--- WORK ITEM ---
An exact copy of every entry is required, without the pictures.

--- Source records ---

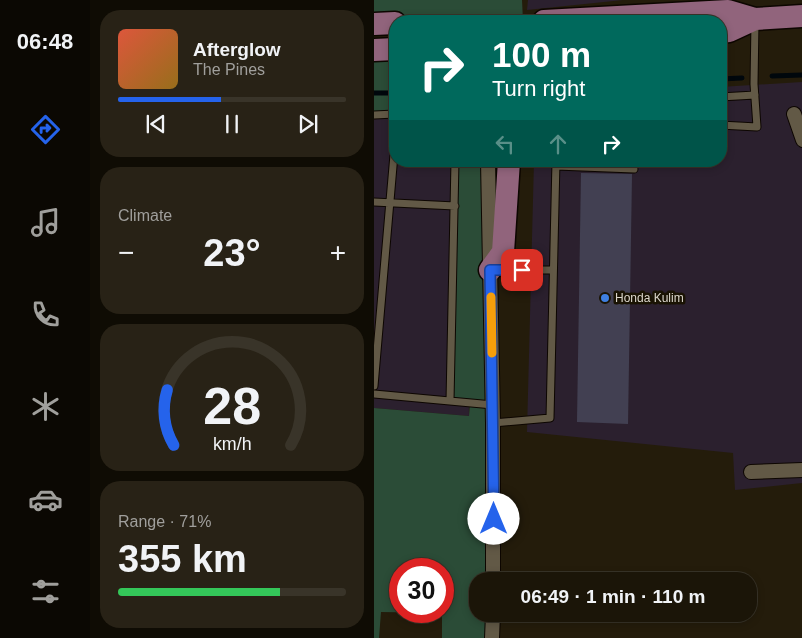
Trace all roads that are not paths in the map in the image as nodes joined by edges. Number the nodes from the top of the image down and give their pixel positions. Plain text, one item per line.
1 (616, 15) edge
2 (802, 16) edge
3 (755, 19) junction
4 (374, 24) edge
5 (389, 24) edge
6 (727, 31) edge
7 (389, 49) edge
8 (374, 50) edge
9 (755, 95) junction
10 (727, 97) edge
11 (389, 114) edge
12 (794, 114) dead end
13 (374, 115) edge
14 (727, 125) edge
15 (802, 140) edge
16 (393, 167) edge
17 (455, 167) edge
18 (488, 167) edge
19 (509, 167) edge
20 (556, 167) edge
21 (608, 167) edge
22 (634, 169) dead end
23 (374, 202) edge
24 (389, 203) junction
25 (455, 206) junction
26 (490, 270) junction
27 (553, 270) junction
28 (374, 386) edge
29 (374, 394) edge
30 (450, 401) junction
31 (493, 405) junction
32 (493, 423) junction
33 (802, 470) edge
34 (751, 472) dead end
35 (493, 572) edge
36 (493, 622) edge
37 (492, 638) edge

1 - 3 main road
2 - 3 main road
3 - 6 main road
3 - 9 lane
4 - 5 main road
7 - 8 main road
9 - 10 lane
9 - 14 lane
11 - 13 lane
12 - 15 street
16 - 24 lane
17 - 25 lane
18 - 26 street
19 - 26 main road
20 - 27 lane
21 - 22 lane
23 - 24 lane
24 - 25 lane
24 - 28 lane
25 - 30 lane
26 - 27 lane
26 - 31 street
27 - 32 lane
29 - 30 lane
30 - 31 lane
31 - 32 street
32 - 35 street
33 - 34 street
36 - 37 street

--- ANSWER TO THIS PROBLEM ---
Trace all roads that are not paths in the map in the image as nodes joined by edges. Number the nodes from the top of the image down and give their pixel positions. Plain text, one item per line.
1 (616, 15) edge
2 (802, 16) edge
3 (755, 19) junction
4 (374, 24) edge
5 (389, 24) edge
6 (727, 31) edge
7 (389, 49) edge
8 (374, 50) edge
9 (755, 95) junction
10 (727, 97) edge
11 (389, 114) edge
12 (794, 114) dead end
13 (374, 115) edge
14 (727, 125) edge
15 (802, 140) edge
16 (393, 167) edge
17 (455, 167) edge
18 (488, 167) edge
19 (509, 167) edge
20 (556, 167) edge
21 (608, 167) edge
22 (634, 169) dead end
23 (374, 202) edge
24 (389, 203) junction
25 (455, 206) junction
26 (490, 270) junction
27 (553, 270) junction
28 (374, 386) edge
29 (374, 394) edge
30 (450, 401) junction
31 (493, 405) junction
32 (493, 423) junction
33 (802, 470) edge
34 (751, 472) dead end
35 (493, 572) edge
36 (493, 622) edge
37 (492, 638) edge

1 - 3 main road
2 - 3 main road
3 - 6 main road
3 - 9 lane
4 - 5 main road
7 - 8 main road
9 - 10 lane
9 - 14 lane
11 - 13 lane
12 - 15 street
16 - 24 lane
17 - 25 lane
18 - 26 street
19 - 26 main road
20 - 27 lane
21 - 22 lane
23 - 24 lane
24 - 25 lane
24 - 28 lane
25 - 30 lane
26 - 27 lane
26 - 31 street
27 - 32 lane
29 - 30 lane
30 - 31 lane
31 - 32 street
32 - 35 street
33 - 34 street
36 - 37 street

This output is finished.